Specializes in Trauma, ER, ICU, CCU, PACU, GI, Cardiology, OR.
when i worked as an aide at the hospital, i had a 20 something male pt who the doctor wanted very strict i+o and wanted a foley.

understandably, he was leery of having a foley inserted, so the doc ordered a condom catheter. our floor stock was just not working... frankly, he was too small for them to stay on.

this guy was very rude and demanding. yelling at me, the nurse. badmouthing me in front of his visitors. when i came in with a different catheter to try, he berated me for taking too long. i replied (right in front of his friends) "i'm sorry. i had to go to the pediatric unit to find one that will fit you."

i just spit my entire coffee all over my ipad it came out even through my nostrils.... lmao........okay... i'm alright.....lol...oh! goodness....

laugh.gif

When I worked as an aide at the hospital, I had a 20 something male pt who the doctor wanted very strict I+O and wanted a Foley.

Understandably, he was leery of having a Foley inserted, so the doc ordered a condom catheter. Our floor stock was just not working... Frankly, he was too small for them to stay on.

This guy was very rude and demanding. Yelling at me, the nurse. Badmouthing me in front of his visitors. When I came in with a different catheter to try, he berated me for taking too long. I replied (right in front of his friends) "I'm sorry. I had to go to the pediatric unit to find one that will fit you."

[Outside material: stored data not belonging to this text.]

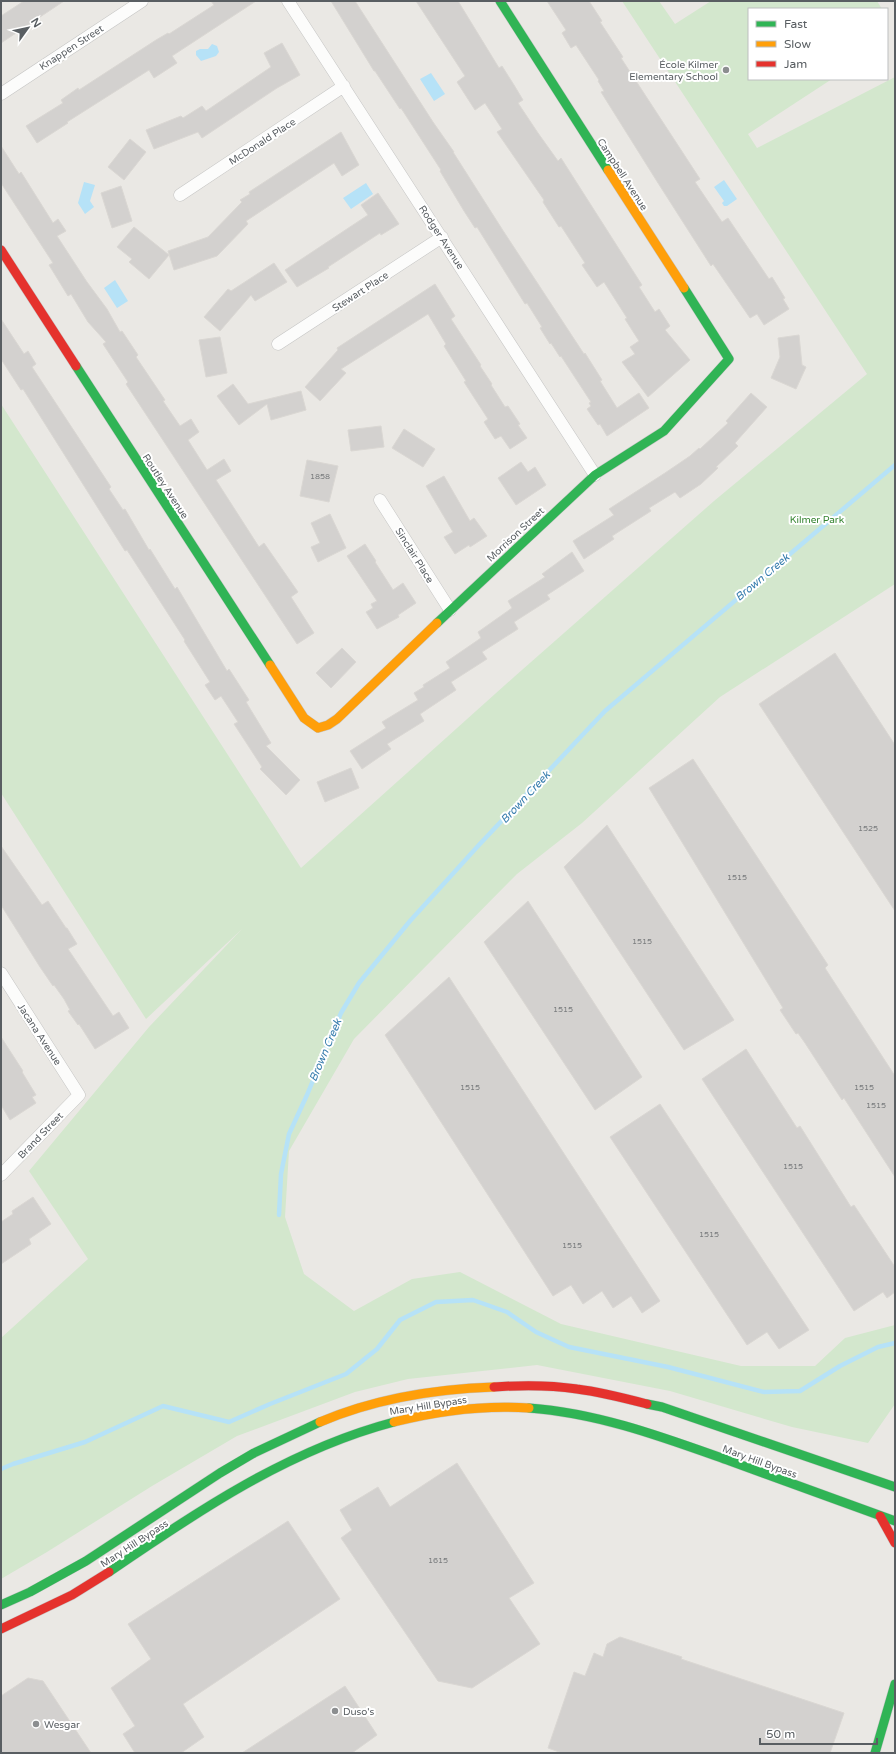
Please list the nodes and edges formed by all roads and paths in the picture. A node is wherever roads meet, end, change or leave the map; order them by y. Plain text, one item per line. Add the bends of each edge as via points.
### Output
1 (142, 1) edge
2 (288, 1) edge
3 (500, 1) edge
4 (344, 86) junction
5 (1, 94) edge
6 (180, 195) dead end
7 (442, 237) junction
8 (1, 250) edge
9 (278, 344) dead end
10 (729, 359) joint
11 (595, 475) junction
12 (380, 500) dead end
13 (450, 610) junction
14 (318, 728) joint
15 (1, 973) edge
16 (79, 1095) joint
17 (1, 1175) edge
18 (893, 1486) edge
19 (880, 1516) junction
20 (895, 1521) edge
21 (895, 1543) edge
22 (1, 1605) edge
23 (1, 1630) edge
24 (895, 1684) edge
25 (875, 1753) edge

1 - 5 street, Knappen Street
2 - 4 street, Rodger Avenue
3 - 10 main road, Campbell Avenue
4 - 6 street, McDonald Place
4 - 7 street, Rodger Avenue
7 - 9 street, Stewart Place
7 - 11 street, Rodger Avenue
8 - 14 main road, Routley Avenue via 294,703 307,722
10 - 11 main road, Morrison Street via 664,431
11 - 13 main road, Morrison Street
12 - 13 street, Sinclair Place
13 - 14 main road, Morrison Street via 336,719
15 - 16 street, Jacana Avenue
16 - 17 street, Brand Street
18 - 22 main road, Mary Hill Bypass via 662,1407 626,1399 577,1389 532,1386 440,1390 360,1408 267,1445 75,1567
19 - 20 main road, Mary Hill Bypass
19 - 21 main road
19 - 23 main road, Mary Hill Bypass via 621,1424 524,1408 438,1413 363,1429 274,1467 229,1493 82,1589
24 - 25 main road

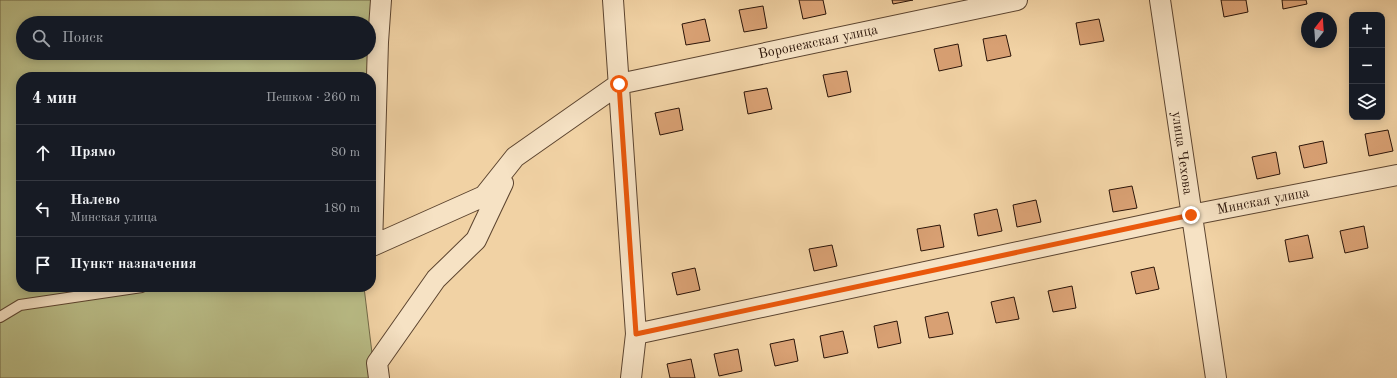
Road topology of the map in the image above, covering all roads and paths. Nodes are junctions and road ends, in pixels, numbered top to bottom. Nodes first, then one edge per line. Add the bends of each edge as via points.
1 (381, 0) edge
2 (613, 0) edge
3 (1017, 0) edge
4 (1160, 0) edge
5 (619, 84) junction
6 (376, 110) edge
7 (515, 156) junction
8 (1397, 175) edge
9 (1191, 215) junction
10 (376, 244) edge
11 (108, 292) edge
12 (0, 316) edge
13 (636, 334) junction
14 (379, 378) edge
15 (631, 378) edge
16 (1216, 378) edge

1 - 6 street
2 - 5 street
3 - 5 street, Воронежская улица
4 - 9 street, улица Чехова
5 - 7 street
5 - 13 street
7 - 10 street via 484,196
7 - 14 street via 476,240 436,279 377,363
8 - 9 street, Минская улица
9 - 13 street, Минская улица
9 - 16 street, улица Чехова
11 - 12 lane via 20,305
13 - 15 street

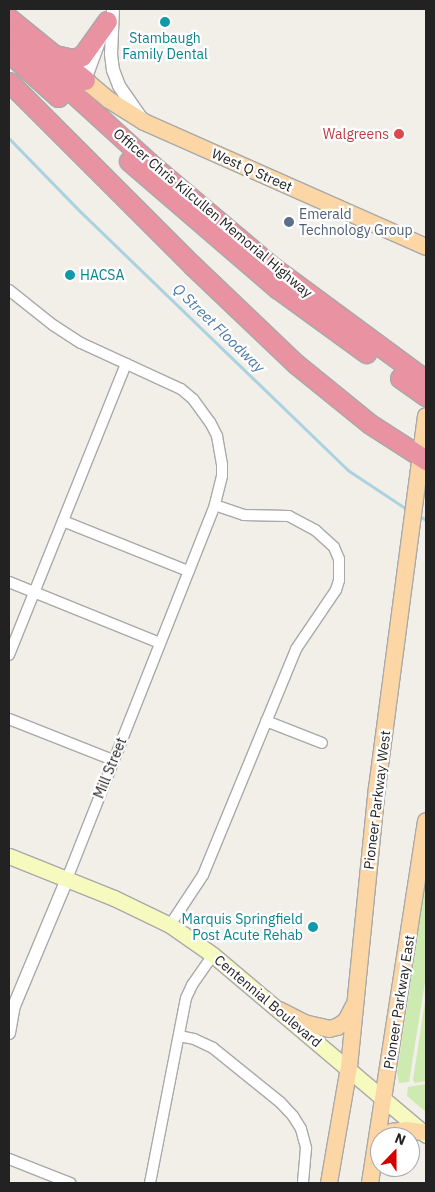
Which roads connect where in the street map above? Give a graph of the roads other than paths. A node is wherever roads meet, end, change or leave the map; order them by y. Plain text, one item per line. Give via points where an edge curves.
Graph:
1 (111, 13) edge
2 (9, 18) edge
3 (9, 35) edge
4 (9, 54) edge
5 (54, 55) junction
6 (85, 80) junction
7 (9, 82) edge
8 (144, 122) junction
9 (426, 247) edge
10 (11, 296) edge
11 (126, 364) junction
12 (402, 372) junction
13 (426, 380) edge
14 (426, 396) edge
15 (426, 416) edge
16 (423, 458) edge
17 (216, 505) junction
18 (63, 520) junction
19 (188, 571) junction
20 (9, 582) edge
21 (34, 592) junction
22 (160, 643) junction
23 (9, 655) edge
24 (9, 720) edge
25 (266, 721) junction
26 (322, 743) dead end
27 (113, 760) junction
28 (426, 821) edge
29 (9, 856) edge
30 (67, 879) junction
31 (170, 926) junction
32 (213, 955) junction
33 (356, 998) junction
34 (11, 1005) edge
35 (278, 1010) junction
36 (9, 1033) edge
37 (179, 1036) junction
38 (349, 1067) junction
39 (384, 1100) junction
40 (381, 1127) edge
41 (425, 1133) edge
42 (9, 1159) edge
43 (70, 1183) edge
44 (150, 1183) edge
45 (303, 1183) edge
46 (329, 1183) edge

1 - 5 highway via 82,56 72,59
1 - 6 street
1 - 8 street via 113,70 119,86
2 - 5 highway
3 - 12 highway, Officer Chris Kilcullen Memorial Highway via 152,165
4 - 12 highway, Officer Chris Kilcullen Memorial Highway via 157,187 278,289
5 - 6 highway
6 - 8 main road, West Q Street
7 - 16 highway via 296,364 370,424
8 - 9 main road, West Q Street
10 - 11 street, Mill Street via 81,343
11 - 17 street, Mill Street via 181,389 210,422 217,436 222,465
11 - 18 street
12 - 13 highway, Officer Chris Kilcullen Memorial Highway
12 - 14 highway, Officer Chris Kilcullen Memorial Highway
15 - 16 main road, Pioneer Parkway West
16 - 33 main road, Pioneer Parkway West via 377,788
17 - 19 street, Mill Street
17 - 25 street via 244,515 289,516 315,530 334,547 339,559 336,590 296,649
18 - 19 street
18 - 21 street
19 - 22 street, Mill Street
20 - 21 street
21 - 22 street
21 - 23 street
22 - 27 street, Mill Street
24 - 27 street
25 - 26 street
25 - 31 street via 203,874
27 - 30 street, Mill Street
28 - 39 main road, Pioneer Parkway East
29 - 30 main road, Centennial Boulevard
30 - 31 main road, Centennial Boulevard
30 - 34 street, Mill Street
31 - 32 main road, Centennial Boulevard
32 - 35 main road, Centennial Boulevard
32 - 37 street via 189,992
33 - 35 main road via 346,1021 329,1029 304,1023
33 - 38 main road, Pioneer Parkway West
34 - 36 street, Mill Street
35 - 38 main road, Centennial Boulevard
37 - 44 street
37 - 45 street via 213,1048 293,1116 301,1129 306,1148
38 - 39 main road, Centennial Boulevard
38 - 46 main road, Pioneer Parkway West
39 - 40 main road, Pioneer Parkway East
39 - 41 main road, Centennial Boulevard
42 - 43 street

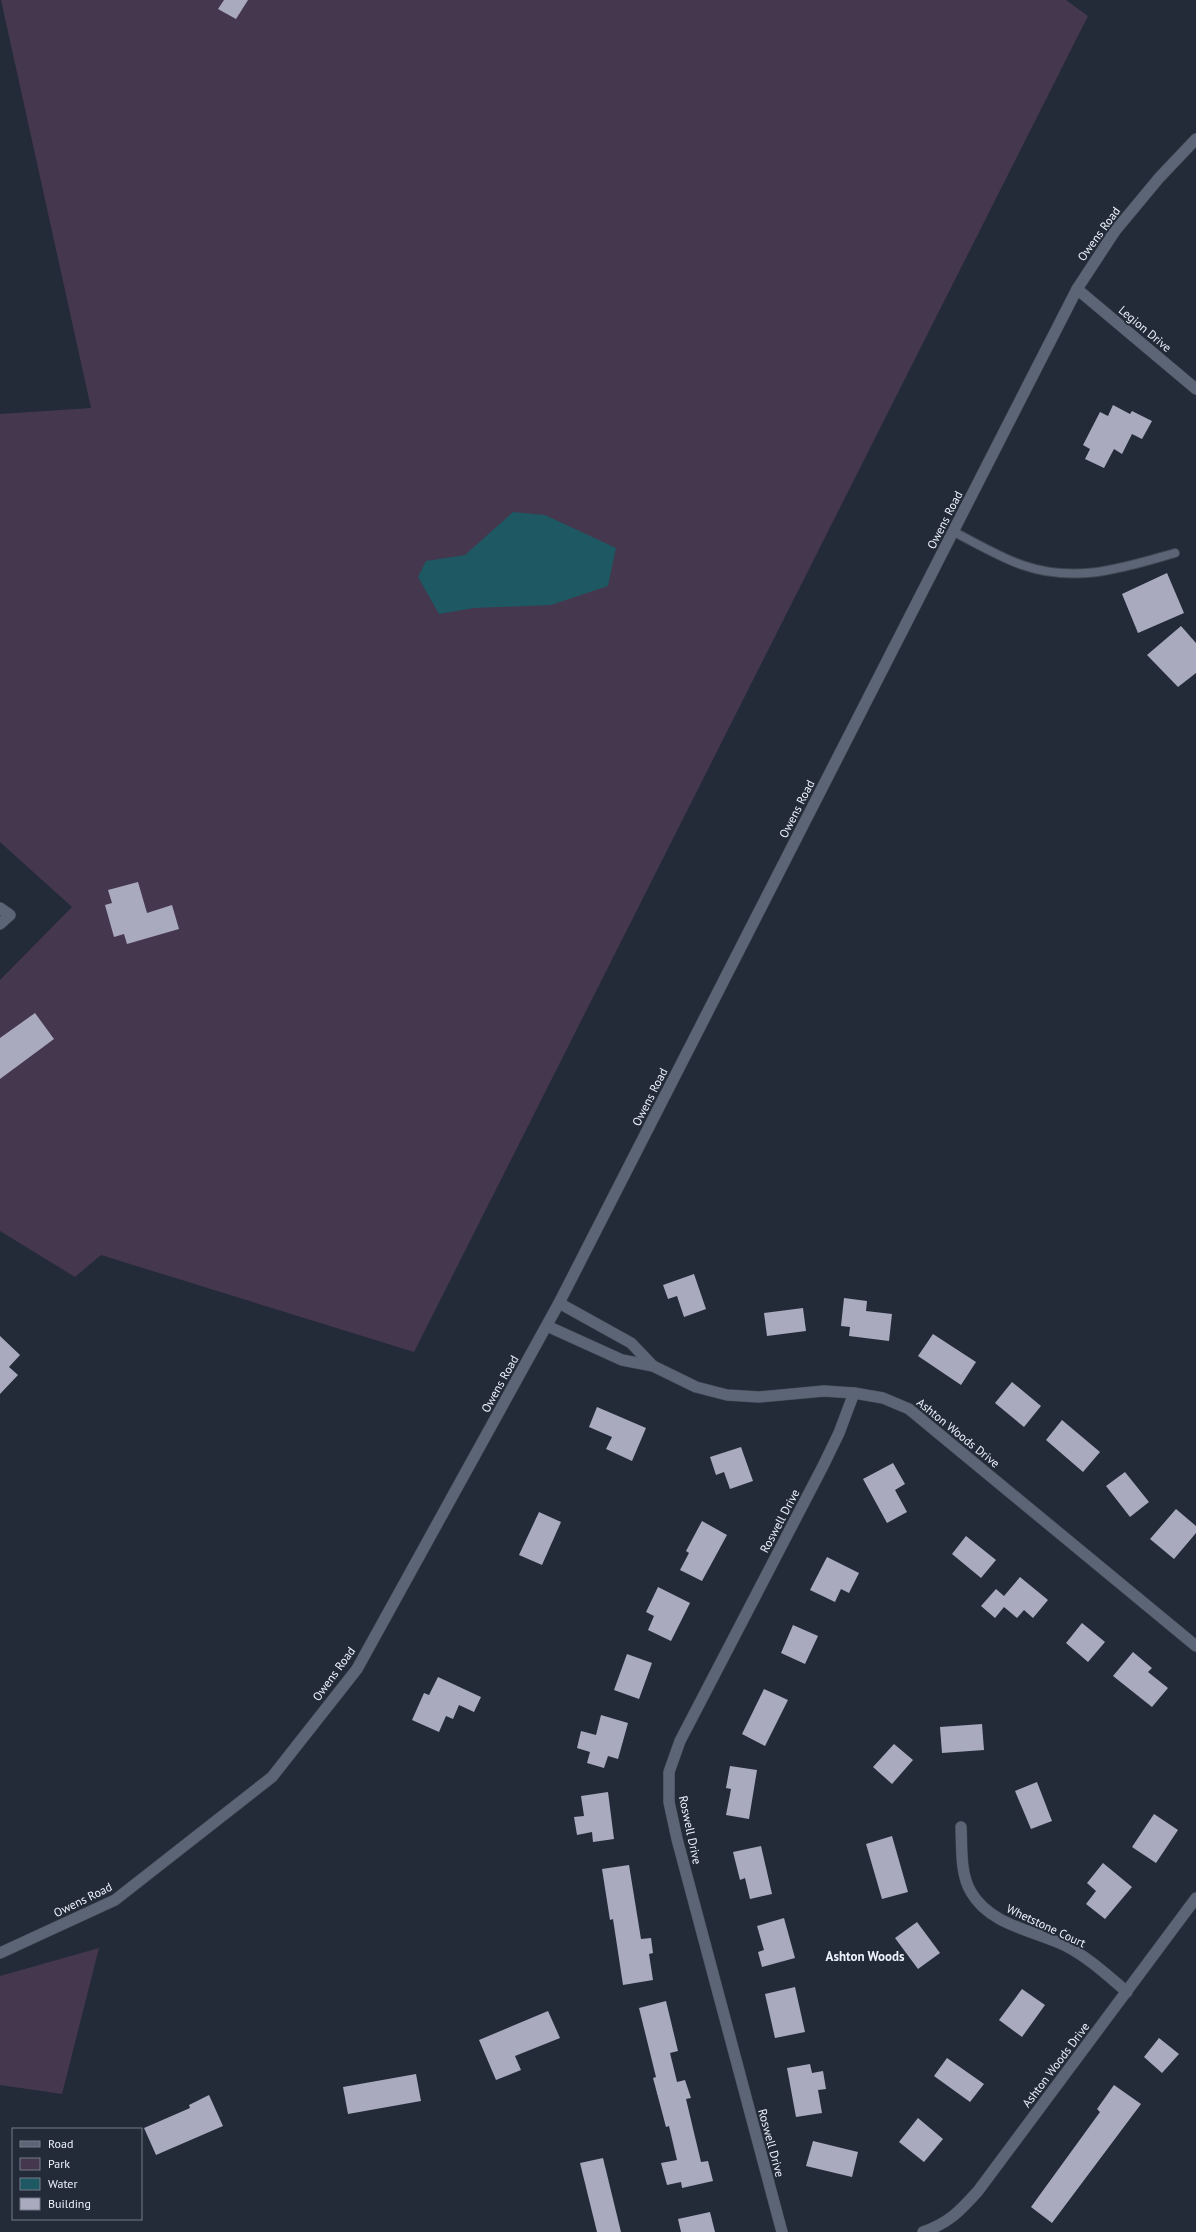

CHA-CHING!!!!! Thanks for the laugh of the night!!! :yeah:

"I told 2 squabbling 80 + yr olds to "GO to your room, if you can't get along". (I work LTC.) Then I remembered, not only was that probably NOT appropriate for me to say, but they are in the SAME room!! LOL"

OMG did this one night last week!! Next thing I know, pillows and blankets are flying into the hallway! Had to stand between the two beds until both had changed into night clothes and were all tucked in... then told them each to stay on their own sides of the room and GO TO SLEEP! I swear, some nights it's like Romper Room on crack!

Love it!!

Interesting to read that you can have shared rooms in LTC. These a very much frowned upon in the UK.

One day I heard a newer nurse happily chatting away in a room in the ICU and I heard her say....

"Oh..... I just kill everything I touch". :eek:

:lol2: That reminds me of the time one of our family practice docs told a group of us "I'm not too good with living things."

Apparently she was referring to a houseplant, but still ---- the hilarity of that statement completely escaped her!

I've done that too. Talking with a patient's mom about houseplants. My mom can grow anything. My neighbor could go grow anything. And I can kill anything!! (Always a reassuring thing to hear from your child's nurse!)

So here I am, on the other side of the OR bed helping the anesthesia care provider transfer my pt to the OR bed from the stretcher. My pt was quite sedated from the 2mg of Versed that was given in pre-op and seemed to be confused as to how to scoot himself over to the OR bed. So I patted the OR bed and said, "Bend up your knees and scoot your (another word for a donkey) on over here toward me." Umm....that kinda slipped out!

You developed a rapport with your patient, what more could a manager want? :)

Long ago when I was a CNA, the nurse had gathered up reinforcements because we had to get a cath UA on one of our more ornery old ladies. And she was a big woman too, not so much obese as just big frame, strong lady. This woman had a mouth on her, saltiest language that to this day I have ever heard from a woman, and few men have matched her either. So we're about to start, and everyone is ready for a fight. Lady starts asking, "What are y'all trying to do?" So I take a chance and just say, "Show us your [the word that sometimes comes before "cat"]!" She says, "Oh, y'all want to see my *****? Well here!" and she spreads her legs and we're done in about 2 minutes without any trauma. The nurse says to me, "I can't believe you said that!" And all I could say was, "Well it worked!"